Reply with every entry, repeated exactly as given.

──────────

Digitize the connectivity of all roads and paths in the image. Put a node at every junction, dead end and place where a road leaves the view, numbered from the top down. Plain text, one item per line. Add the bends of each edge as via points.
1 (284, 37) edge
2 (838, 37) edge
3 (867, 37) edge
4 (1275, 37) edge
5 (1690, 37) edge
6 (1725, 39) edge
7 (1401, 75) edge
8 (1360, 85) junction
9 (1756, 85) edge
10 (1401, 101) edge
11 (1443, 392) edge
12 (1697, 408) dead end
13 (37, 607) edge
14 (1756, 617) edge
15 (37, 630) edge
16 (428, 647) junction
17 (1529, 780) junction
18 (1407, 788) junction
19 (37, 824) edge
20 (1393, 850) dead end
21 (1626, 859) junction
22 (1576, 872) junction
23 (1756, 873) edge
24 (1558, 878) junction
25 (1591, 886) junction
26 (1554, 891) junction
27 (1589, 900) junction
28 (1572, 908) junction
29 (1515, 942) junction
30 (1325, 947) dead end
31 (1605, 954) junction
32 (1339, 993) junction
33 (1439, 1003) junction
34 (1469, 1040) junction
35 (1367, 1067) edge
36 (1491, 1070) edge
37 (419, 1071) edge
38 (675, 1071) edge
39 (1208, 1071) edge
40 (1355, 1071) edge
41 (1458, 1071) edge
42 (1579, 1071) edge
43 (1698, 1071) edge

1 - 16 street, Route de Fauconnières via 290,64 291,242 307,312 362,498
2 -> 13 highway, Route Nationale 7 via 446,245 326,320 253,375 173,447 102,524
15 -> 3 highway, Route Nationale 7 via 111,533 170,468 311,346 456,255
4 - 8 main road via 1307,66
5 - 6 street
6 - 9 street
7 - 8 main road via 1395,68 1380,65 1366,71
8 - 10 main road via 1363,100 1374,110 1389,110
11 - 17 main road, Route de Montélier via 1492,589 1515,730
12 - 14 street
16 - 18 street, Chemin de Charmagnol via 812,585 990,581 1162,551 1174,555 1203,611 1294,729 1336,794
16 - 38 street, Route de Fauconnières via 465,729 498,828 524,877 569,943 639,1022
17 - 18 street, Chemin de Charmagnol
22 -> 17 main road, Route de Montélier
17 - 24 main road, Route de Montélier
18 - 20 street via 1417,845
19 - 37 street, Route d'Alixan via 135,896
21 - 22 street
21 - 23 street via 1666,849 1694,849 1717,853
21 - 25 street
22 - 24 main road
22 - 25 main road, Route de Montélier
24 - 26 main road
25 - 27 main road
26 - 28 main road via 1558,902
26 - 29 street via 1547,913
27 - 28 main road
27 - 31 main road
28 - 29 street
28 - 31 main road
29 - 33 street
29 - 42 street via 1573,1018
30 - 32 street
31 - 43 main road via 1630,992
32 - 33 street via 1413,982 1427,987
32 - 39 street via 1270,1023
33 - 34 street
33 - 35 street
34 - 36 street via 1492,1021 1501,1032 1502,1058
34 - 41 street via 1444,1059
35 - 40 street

──────────

PROBLEM SOLUTION
Digitize the connectivity of all roads and paths in the image. Put a node at every junction, dead end and place where a road leaves the view, numbered from the top down. Plain text, one item per line. Add the bends of each edge as via points.
1 (284, 37) edge
2 (838, 37) edge
3 (867, 37) edge
4 (1275, 37) edge
5 (1690, 37) edge
6 (1725, 39) edge
7 (1401, 75) edge
8 (1360, 85) junction
9 (1756, 85) edge
10 (1401, 101) edge
11 (1443, 392) edge
12 (1697, 408) dead end
13 (37, 607) edge
14 (1756, 617) edge
15 (37, 630) edge
16 (428, 647) junction
17 (1529, 780) junction
18 (1407, 788) junction
19 (37, 824) edge
20 (1393, 850) dead end
21 (1626, 859) junction
22 (1576, 872) junction
23 (1756, 873) edge
24 (1558, 878) junction
25 (1591, 886) junction
26 (1554, 891) junction
27 (1589, 900) junction
28 (1572, 908) junction
29 (1515, 942) junction
30 (1325, 947) dead end
31 (1605, 954) junction
32 (1339, 993) junction
33 (1439, 1003) junction
34 (1469, 1040) junction
35 (1367, 1067) edge
36 (1491, 1070) edge
37 (419, 1071) edge
38 (675, 1071) edge
39 (1208, 1071) edge
40 (1355, 1071) edge
41 (1458, 1071) edge
42 (1579, 1071) edge
43 (1698, 1071) edge

1 - 16 street, Route de Fauconnières via 290,64 291,242 307,312 362,498
2 -> 13 highway, Route Nationale 7 via 446,245 326,320 253,375 173,447 102,524
15 -> 3 highway, Route Nationale 7 via 111,533 170,468 311,346 456,255
4 - 8 main road via 1307,66
5 - 6 street
6 - 9 street
7 - 8 main road via 1395,68 1380,65 1366,71
8 - 10 main road via 1363,100 1374,110 1389,110
11 - 17 main road, Route de Montélier via 1492,589 1515,730
12 - 14 street
16 - 18 street, Chemin de Charmagnol via 812,585 990,581 1162,551 1174,555 1203,611 1294,729 1336,794
16 - 38 street, Route de Fauconnières via 465,729 498,828 524,877 569,943 639,1022
17 - 18 street, Chemin de Charmagnol
22 -> 17 main road, Route de Montélier
17 - 24 main road, Route de Montélier
18 - 20 street via 1417,845
19 - 37 street, Route d'Alixan via 135,896
21 - 22 street
21 - 23 street via 1666,849 1694,849 1717,853
21 - 25 street
22 - 24 main road
22 - 25 main road, Route de Montélier
24 - 26 main road
25 - 27 main road
26 - 28 main road via 1558,902
26 - 29 street via 1547,913
27 - 28 main road
27 - 31 main road
28 - 29 street
28 - 31 main road
29 - 33 street
29 - 42 street via 1573,1018
30 - 32 street
31 - 43 main road via 1630,992
32 - 33 street via 1413,982 1427,987
32 - 39 street via 1270,1023
33 - 34 street
33 - 35 street
34 - 36 street via 1492,1021 1501,1032 1502,1058
34 - 41 street via 1444,1059
35 - 40 street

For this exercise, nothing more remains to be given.